*Supplied data:*
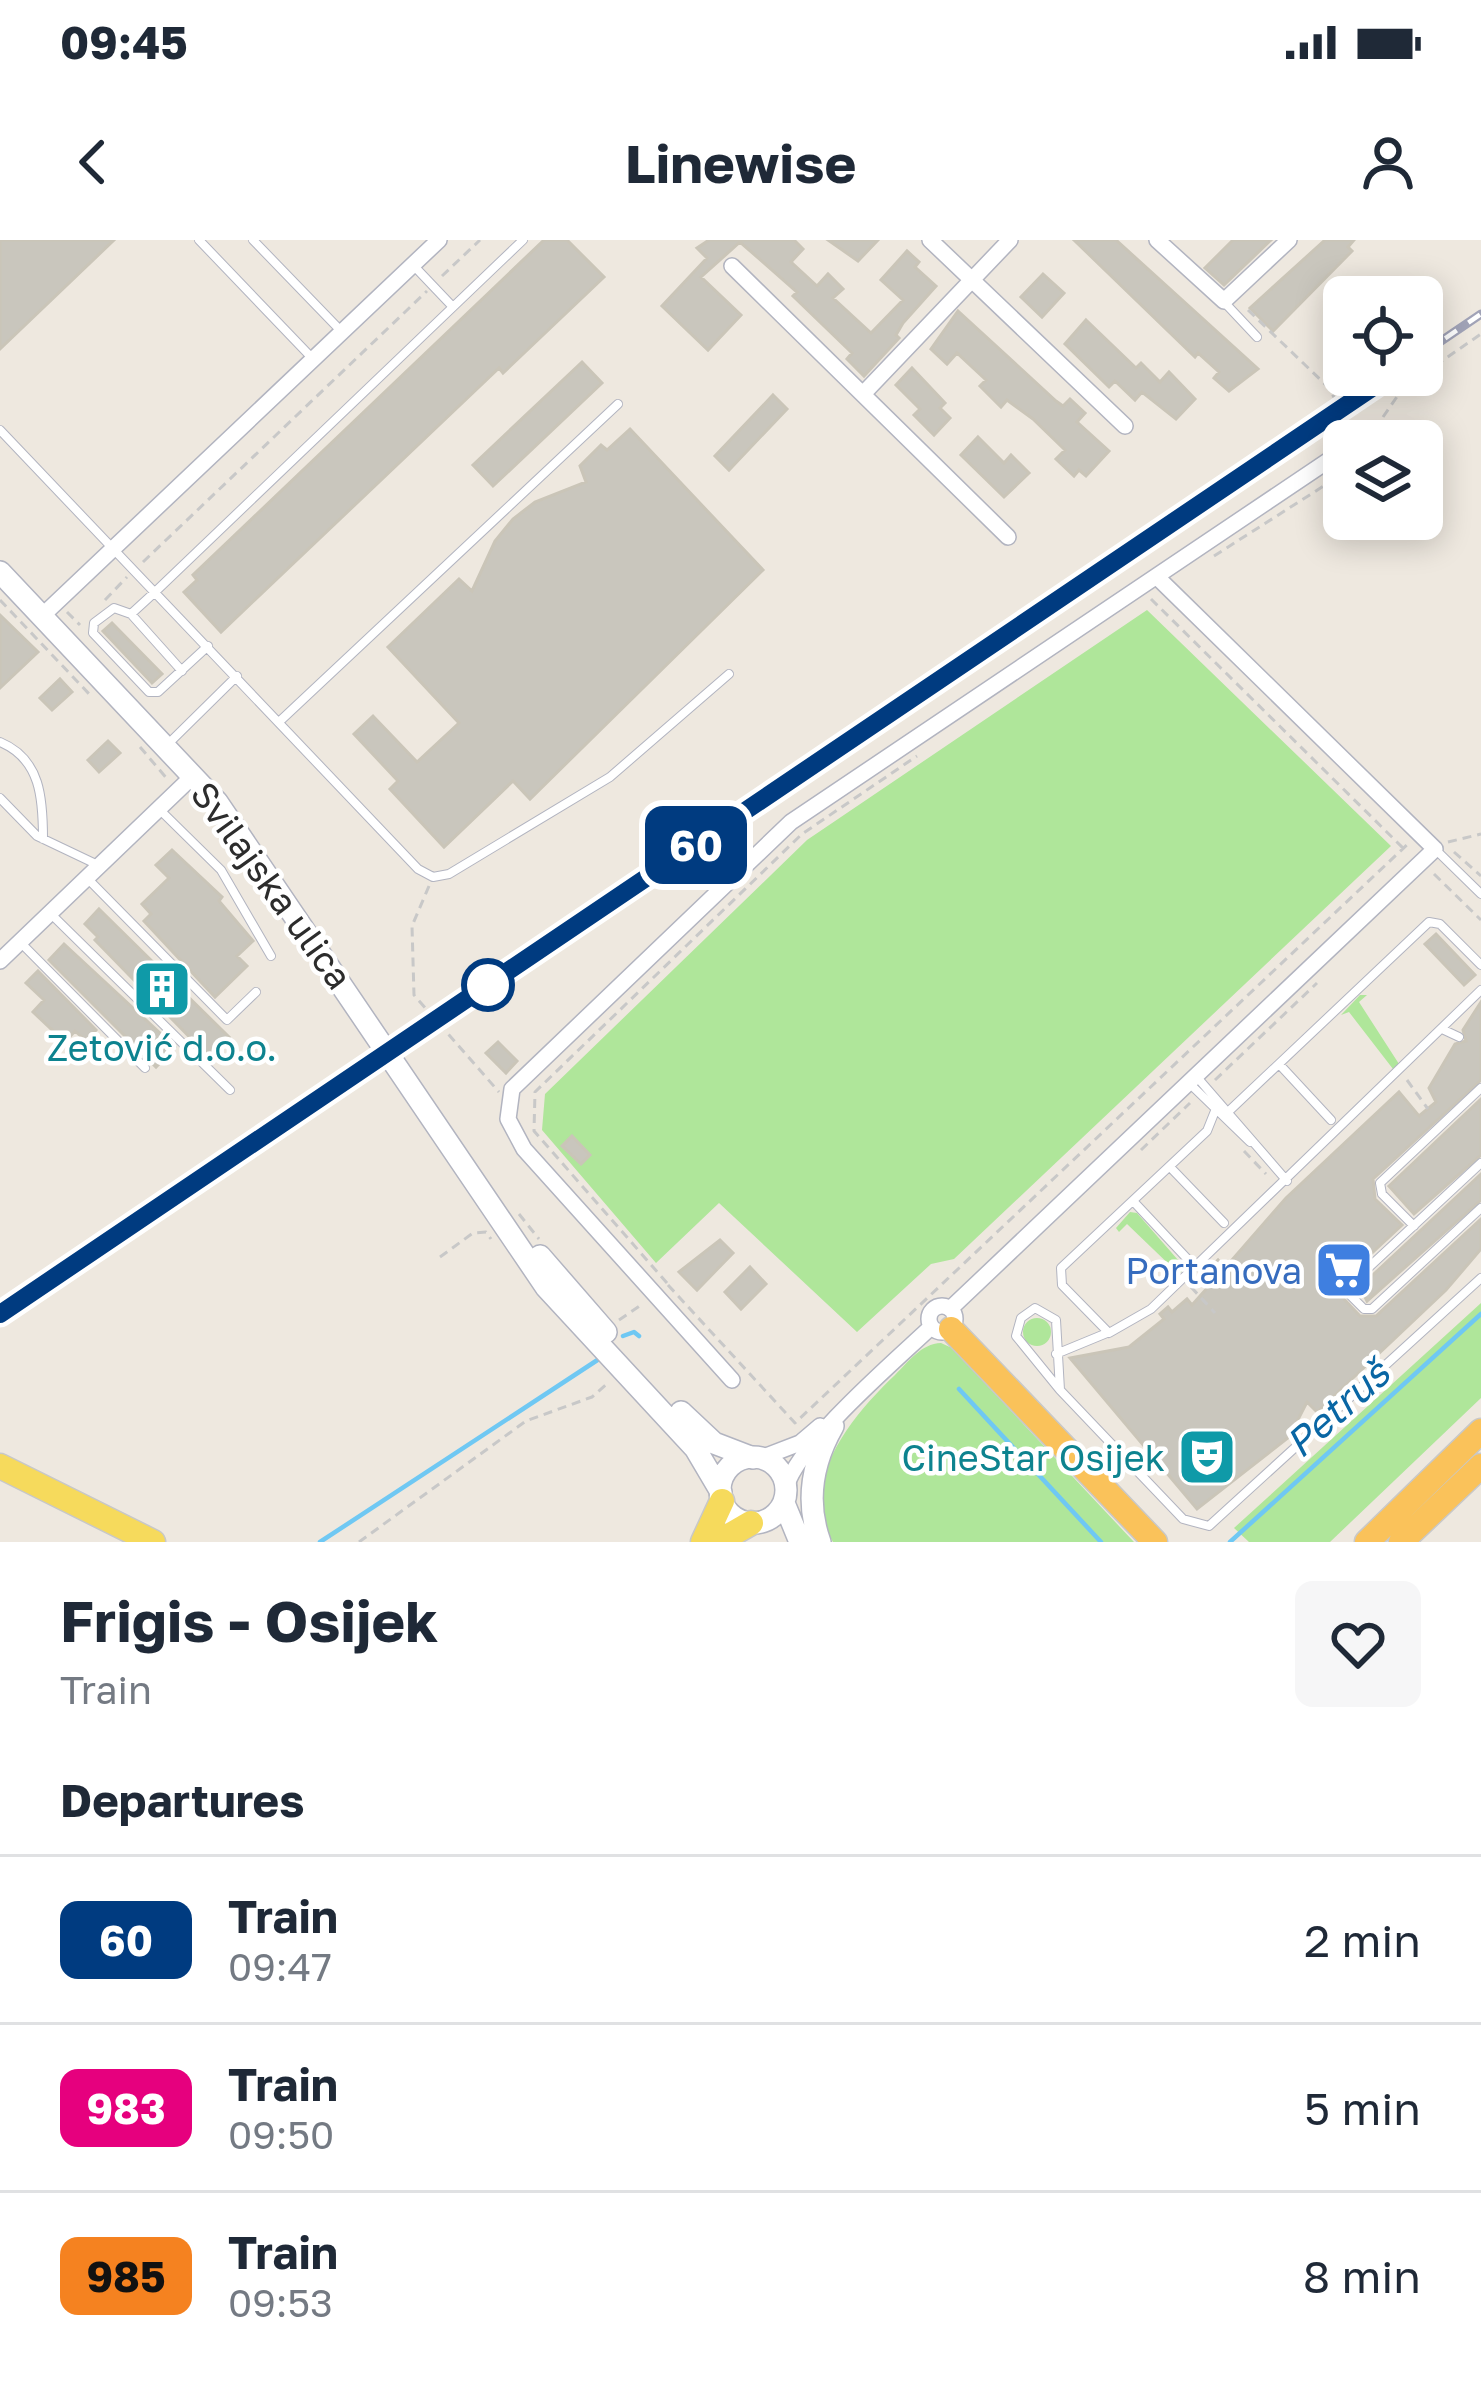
<!DOCTYPE html>
<html lang="en">
<head>
<meta charset="utf-8">
<style>
  :root { --surface:#fff; --page:#f6f6f7; --text:#1f2937; --muted:#747a83; --line:#e0e1e3 }
  body { margin:0; font-family:"Golos Text",sans-serif; background:var(--page); color:var(--text); height:100vh; display:flex; flex-direction:column; font-size:45px; white-space:nowrap }
  * { box-sizing:border-box; margin:0 }
  p { font-size:39px; color:var(--muted) }
  .icon { flex:none; width:66px; height:66px; fill:none; stroke:currentColor; stroke-width:2; stroke-linecap:round; stroke-linejoin:round }
  .map { position:relative; height:1302px; overflow:hidden }
  .panel { display:flex; flex-direction:column; background:var(--surface); flex:1 }
  .panel>* { flex:none }
  .badge { padding:0 24px; border-radius:18px; font-size:42px; line-height:78px }
  .tools { position:absolute; left:1323px; top:36px; display:grid; gap:24px }
  .tools a { display:grid; place-items:center; width:120px; height:120px; border-radius:18px; background:var(--surface); box-shadow:0 6px 30px #0003; font-size:60px }
  .map>.badge { position:absolute; translate:-50% -50%; box-shadow:0 0 0 6px #fff }
  h2 { padding:0 60px; font-size:45px; line-height:108px }
  .round { display:grid; place-items:center; flex:none; width:126px; height:126px; border-radius:18px; background:var(--page) }
  .overview { display:flex; align-items:center; justify-content:space-between; height:204px; padding:0 60px }
  h1 { font-size:57px; font-weight:700; line-height:90px }
  ul { padding:0; list-style:none }
  li { display:flex; align-items:center; gap:36px; height:168px; padding:0 60px; border-top:3px solid var(--line) }
  li div { flex:1 }
  li b { display:block; font-size:45px }
  li em { font-style:normal }
  li .badge { min-width:132px; font-weight:700; text-align:center }
  .status { display:flex; justify-content:space-between; align-items:center; height:84px; padding:0 60px; background:var(--surface); direction:ltr }
  .status svg { height:33px; fill:currentColor }
  header { display:flex; justify-content:space-between; align-items:center; height:156px; padding:0 60px; background:var(--surface); font-size:54px; font-weight:700 }
  .map>svg:first-child { display:block }
  .grass { fill:#afe69a }
  .lines { fill:none; stroke-linecap:round; stroke-linejoin:round }
  .stream { stroke:#6fc8f3; stroke-width:4.5 }
  .building { fill:#c9c6bd; stroke:#cac5b8; stroke-width:3 }
  .service-casing { stroke:#b2b4c0; stroke-width:10 }
  .minor-casing { stroke:#b2b4c0; stroke-width:18 }
  .secondary-casing { stroke:#b2b4c0; stroke-width:24 }
  .primary-casing { stroke:#c8c8c8; stroke-width:27 }
  .trunk-casing { stroke:#c8c8c8; stroke-width:27 }
  .path { stroke:#c8c8c8; stroke-width:3; stroke-dasharray:9 6; stroke-linecap:butt }
  .service { stroke:#fff; stroke-width:8 }
  .minor { stroke:#fff; stroke-width:15 }
  .secondary { stroke:#fff; stroke-width:21 }
  .primary { stroke:#f6da5c; stroke-width:24 }
  .trunk { stroke:#fac25a; stroke-width:24 }
  .rail-casing { stroke:#a1a3b7; stroke-width:9 }
  .rail { stroke:#fff; stroke-width:4.5; stroke-dasharray:14; stroke-linecap:butt }
  .line-casing { stroke:#fff; stroke-width:27 }
  .line { stroke:#003b80; stroke-width:18 }
  .stop-dot { fill:#fff; stroke:#003b80; stroke-width:6 }
  .labels { text-anchor:middle; dominant-baseline:central; stroke-width:9; stroke-linejoin:round; paint-order:stroke }
  .street-label { font-size:36px; fill:#2c2c2c; stroke:#fff }
  .culture-label { font-size:36px; fill:#0d838f; stroke:#fff }
  .shop-label { font-size:36px; fill:#366cbe; stroke:#fff; text-anchor:end }
  .water-label { font-size:39px; font-style:italic; fill:#0966a4; stroke:#fff }
</style>
</head>
<body>
<div class="status"><b>09:45</b><svg viewBox="0 0 49 12"><path d="M0 12V9h3v3zM5 12V6h3v6zM10 12V3h3v9zM15 12V0h3v12zM26 1h20v11H26zM47 4h2v5h-2z"/></svg></div>
<header><svg class="icon" aria-label="back" viewBox="0 0 24 24"><path d="M15 5l-7 7 7 7"/></svg>Linewise<svg class="icon" aria-label="person" viewBox="0 0 24 24"><circle cx="12" cy="8" r="4"/><path d="M4 21q1-7 8-7t8 7"/></svg></header>
<div class="map">
<svg width="1481" height="1302" viewBox="0 0 1481 1302">
  <rect width="100%" height="100%" fill="#eee8df"/>
  <path class="grass" d="M1147,370L1391,606L954,1019L931,1024L857,1092L719,963L656,1023L542,890L545,854L807,600Z
    M1360,755H1367L1359,762L1399,824L1393,829L1349,772L1341,775Z
    M1130,972L1137,973L1185,1028L1179,1034L1127,984L1119,992L1116,988Z
    M1481,1063V1158L1330,1302H1249L1234,1288Z
    M1023 1092a14 14 0 1 1 28 0a14 14 0 1 1-28 0Z
    M941,1103L952,1108L1134,1302H833C796,1241 854,1174 895,1135C909,1121 921,1104 941,1103Z"/>
  <g class="lines">
    <path class="stream" d="M623,1096L634,1092L639,1096
      M959,1149L1101,1302
      M320,1302L599,1119
      M1230,1302L1481,1074"/>
  </g>
  <path class="building" d="M0,0H114L0,109Z
    M544,0H567L604,37L503,133L499,128L221,392L184,352L197,340L193,335Z
    M709,0H794L803,9L791,22L817,46L828,34L843,49L833,58L871,93L903,60L881,40L907,11L919,22L915,27L936,46L903,83L896,95L899,98L864,136L847,119L852,113L793,56L797,52L740,2L701,37L741,75L708,110L662,66L707,18L697,8Z
    M828,0H878L858,21Z
    M1074,0H1116L1258,129L1229,151L1214,138L1219,132L1198,113L1195,117Z
    M1233,0H1271L1224,45L1205,28Z
    M1325,0H1354L1348,7L1352,11L1273,91L1250,68Z
    M1043,34L1064,53L1042,77L1021,57Z
    M958,71L1056,161L1063,166L1070,159L1085,173L1077,182L1109,211L1086,236L1079,230L1074,236L1056,219L1065,210L1033,179L1007,160L1001,167L980,146L986,140L957,113L947,124L931,109Z
    M1086,80L1136,128L1141,123L1160,142L1169,132L1195,159L1176,179L1142,152L1135,160L1115,141L1109,147L1065,104Z
    M582,122L602,143L493,246L473,225Z
    M912,128L945,163L940,168L950,178L934,195L914,175L920,169L896,145Z
    M773,155L787,169L729,230L715,216Z
    M630,189L763,330L530,559L513,541L444,607L390,549L398,541L354,494L373,476L417,522L459,483L388,407L459,339L472,351L495,301L513,279L535,262L586,242L580,226L601,205L607,210Z
    M978,197L1004,223L1011,215L1029,233L1004,257L961,215Z
    M0,375L38,412L0,448Z
    M112,383L162,434L152,443L103,391Z
    M60,439L72,452L52,470L40,458Z
    M108,501L120,513L99,532L88,520Z
    M172,610L222,657L219,661L253,701L237,716L247,726L215,757L144,681L151,674L142,664L169,638L156,625Z
    M99,669L229,797L209,817L95,700L98,697L85,684Z
    M1436,694L1475,735L1464,745L1425,704Z
    M64,704L175,807L156,827L49,720Z
    M38,731L96,790L86,801L75,791L65,802L33,772L44,760L26,743Z
    M1481,762V840L1373,939L1375,959L1402,985L1346,1037L1343,1058L1360,1076H1376L1481,979V1009L1446,1050L1317,1172L1307,1162L1289,1197L1197,1269L1070,1118L1129,1107L1164,1079L1160,1074L1168,1067L1172,1072L1187,1059L1192,1065L1217,1037L1210,1028L1218,1020L1225,1028L1286,958L1399,852L1419,876L1436,862L1429,848L1455,804L1466,801L1463,790Z
    M498,802L517,821L506,833L486,813Z
    M1481,859V915L1414,974L1389,946Z
    M572,896L590,915L581,924L562,906Z
    M1481,934V960L1367,1061L1360,1047Z
    M720,1000L733,1013L697,1050L679,1032Z
    M750,1027L766,1044L741,1069L725,1052Z"/>
  <g class="lines">
    <defs>
      <path id="service" d="M199,0L313,119
        M253,0L342,92
        M414,26L453,67
        M1225,63L1257,97
        M0,190L418,629L433,637L449,634L610,537L729,434
        M131,374L182,431
        M208,406L158,452H149L93,393L94,383L114,368L131,374L155,352L523,0
        M280,481L618,164
        M0,502C41,519 43,559 43,599
        M166,506L237,436
        M0,558L37,596L98,625
        M160,570L221,630L271,716
        M1436,610L1481,654
        M88,639L227,780L256,752
        M51,674L230,850
        M21,703L145,828
        M1444,790L1459,797
        M1279,824L1331,880
        M1196,836L1287,941
        M1188,842L1250,902
        M1215,871L1207,891L1061,1028L1062,1045L1109,1093L1151,1069L1481,750
        M1229,871L1429,682L1440,684L1481,725
        M1481,923L1352,1043L1350,1055L1364,1069H1372L1481,968
        M1170,927L1224,983
        M1133,961L1195,1027
        M1414,986L1382,954L1380,943L1481,848
        M1035,1068L1056,1080L1060,1150L1016,1096L1021,1078Z
        M1056,1114L1107,1093
        M1060,1150L1183,1279L1209,1286L1481,1038"/>
      <path id="minor" d="M930,0L1125,186
        M1157,0L1224,61L1289,0
        M732,26L1008,297
        M863,154L1010,0
        M1356,201L1372,190
        M42,376L439,0
        M0,721L194,535
        M929 1079a13 13 0 1 1 26 0a13 13 0 1 1-26 0Z
        M950,1069L1435,609L1158,338
        M732,1140L524,909L508,879L512,849L791,582L1344,210
        M761,1218L800,1203L820,1186
        M786,1247C799,1203 895,1121 931,1087"/>
      <path id="secondary" d="M0,332L217,562L546,1047L695,1208L721,1252
        M540,1016L606,1092
        M681,1172L714,1203L753,1218
        M720 1250a33 33 0 1 1 66 0a33 33 0 1 1-66 0Z
        M784,1263L800,1302
        M820,1302C805,1261 812,1223 833,1186"/>
      <path id="primary" d="M0,1226L153,1302
        M703,1302L722,1261
        M718,1302L751,1283"/>
      <path id="trunk" d="M951,1089L1155,1302
        M1367,1302L1481,1191
        M1401,1302L1481,1226"/>
    </defs>
    <use href="#service" class="service-casing"/>
    <use href="#minor" class="minor-casing"/>
    <use href="#secondary" class="secondary-casing"/>
    <use href="#primary" class="primary-casing"/>
    <use href="#trunk" class="trunk-casing"/>
    <path class="path" d="M442,36L480,0
      M1248,70L1328,147L1352,188
      M1423,134L1481,94
      M1383,177L1403,148L1422,135
      M1214,316L1344,233
      M143,322L427,51
      M1151,359L1403,608
      M0,360L92,457
      M105,360L127,337
      M67,372L80,385
      M140,507L169,541
      M1448,602L1481,594
      M1454,612L1481,636
      M1434,634L1481,680
      M429,646L412,686L414,755L499,852
      M432,771L454,757
      M1215,840L1317,743
      M1407,840L1428,869
      M1141,910L1190,863
      M1244,911L1266,934
      M519,974L539,999
      M440,1017L473,993L486,992L491,999
      M667,1043L534,891L535,852L802,594L917,516
      M668,1045L795,1183L1411,601
      M1191,1047L1215,1073
      M619,1080L641,1065
      M359,1302L526,1181L592,1157L608,1143"/>
    <use href="#service" class="service"/>
    <use href="#minor" class="minor"/>
    <use href="#secondary" class="secondary"/>
    <use href="#primary" class="primary"/>
    <use href="#trunk" class="trunk"/>
    <defs>
      <path id="rail" d="M1422,114L1481,74
        M0,1074L1391,135"/>
    </defs>
    <use href="#rail" class="rail-casing"/>
    <use href="#rail" class="rail"/>
  </g>
  <g class="lines">
    <defs>
      <path id="line" d="M0,1074L1391,135"/>
    </defs>
    <use href="#line" class="line-casing"/>
    <use href="#line" class="line"/>
  </g>
  <defs>
    <symbol id="building-square" viewBox="-11 -11 22 22"><rect x="-9" y="-9" width="18" height="18" rx="4" fill="#0f9aa8" stroke="#fff"/><path d="M-4-6H4V6H1V3H-1V6H-4ZM-2.5-4.3h1.7v1.8h-1.7ZM.8-4.3h1.7v1.8H.8ZM-2.5-1h1.7V.8h-1.7ZM.8-1h1.7V.8H.8Z" fill="#fff"/></symbol>
    <symbol id="supermarket-square" viewBox="-11 -11 22 22"><rect x="-9" y="-9" width="18" height="18" rx="4" fill="#3f7fe0" stroke="#fff"/><path d="M-6-5.5h2.5l.6 2H6L4.5 2H-2.5L-4.4-4H-6ZM-1.5 3.2a1.3 1.3 0 1 0 .1 0ZM3 3.2a1.3 1.3 0 1 0 .1 0Z" fill="#fff"/></symbol>
    <symbol id="theatre-square" viewBox="-11 -11 22 22"><rect x="-9" y="-9" width="18" height="18" rx="4" fill="#0f9aa8" stroke="#fff"/><path d="M-5-5.5Q0-4 5-5.5V0Q5 5 0 6Q-5 5-5 0ZM-3.3-2.5H-1v1.5H-3.3ZM1-2.5H3.3v1.5H1ZM-2.8 1Q0 5.5 2.8 1Z" fill="#fff"/></symbol>
  </defs>
  <g fill-rule="evenodd">
    <use href="#building-square" x="129" y="716" width="66" height="66"/>
    <use href="#supermarket-square" x="1311" y="997" width="66" height="66"/>
    <use href="#theatre-square" x="1174" y="1184" width="66" height="66"/>
  </g>
  <circle class="stop-dot" cx="488" cy="745" r="24"/>
  <g class="labels">
    <g class="street-label">
      <text transform="translate(272 645) rotate(54)">Svilajska ulica</text>
    </g>
    <g class="culture-label">
      <text x="162" y="807">Zetović d.o.o.</text>
      <text x="1165" y="1217" text-anchor="end">CineStar Osijek</text>
    </g>
    <g class="shop-label">
      <text x="1302" y="1030">Portanova</text>
    </g>
    <g class="water-label">
      <text transform="translate(1337 1168) rotate(-42)">Petruš</text>
    </g>
  </g>
</svg>
<div class="tools">
<a><svg class="icon" aria-label="locate" viewBox="0 0 24 24"><circle cx="12" cy="12" r="6"/><path d="M12 2v4M12 18v4M2 12h4M18 12h4"/></svg></a>
<a><svg class="icon" aria-label="layers" viewBox="0 0 24 24"><path d="M12 4l9 5-9 5-9-5zM3 14l9 5 9-5"/></svg></a>
</div>
<b class="badge" style="left:696px;top:605px;background:#003b80;color:#fff">60</b>
</div>
<section class="panel">
<div class="overview"><div><h1>Frigis - Osijek</h1><p>Train</p></div><a class="round"><svg class="icon" aria-label="heart" viewBox="0 0 24 24"><path d="M12 20l-8-8c-3-5 5-10 8-4 3-6 11-1 8 4z"/></svg></a></div>
<h2>Departures</h2>
<ul>
<li><span class="badge" style="background:#003b80;color:#fff">60</span><div><b>Train</b><p>09:47</p></div><em>2 min</em></li>
<li><span class="badge" style="background:#e6007e;color:#fff">983</span><div><b>Train</b><p>09:50</p></div><em>5 min</em></li>
<li><span class="badge" style="background:#f58220;color:#111">985</span><div><b>Train</b><p>09:53</p></div><em>8 min</em></li>
</ul>
</section>
</body>
</html>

*Task objective:* Give only the lines from the one holding "M1414,986L1382,954L1380,943L1481,848" through the one holding "M732,1140L524,909L508,879L512,849L791,582L1344,210", each restated exactly as it appears above.

*Task response:*
        M1414,986L1382,954L1380,943L1481,848
        M1035,1068L1056,1080L1060,1150L1016,1096L1021,1078Z
        M1056,1114L1107,1093
        M1060,1150L1183,1279L1209,1286L1481,1038"/>
      <path id="minor" d="M930,0L1125,186
        M1157,0L1224,61L1289,0
        M732,26L1008,297
        M863,154L1010,0
        M1356,201L1372,190
        M42,376L439,0
        M0,721L194,535
        M929 1079a13 13 0 1 1 26 0a13 13 0 1 1-26 0Z
        M950,1069L1435,609L1158,338
        M732,1140L524,909L508,879L512,849L791,582L1344,210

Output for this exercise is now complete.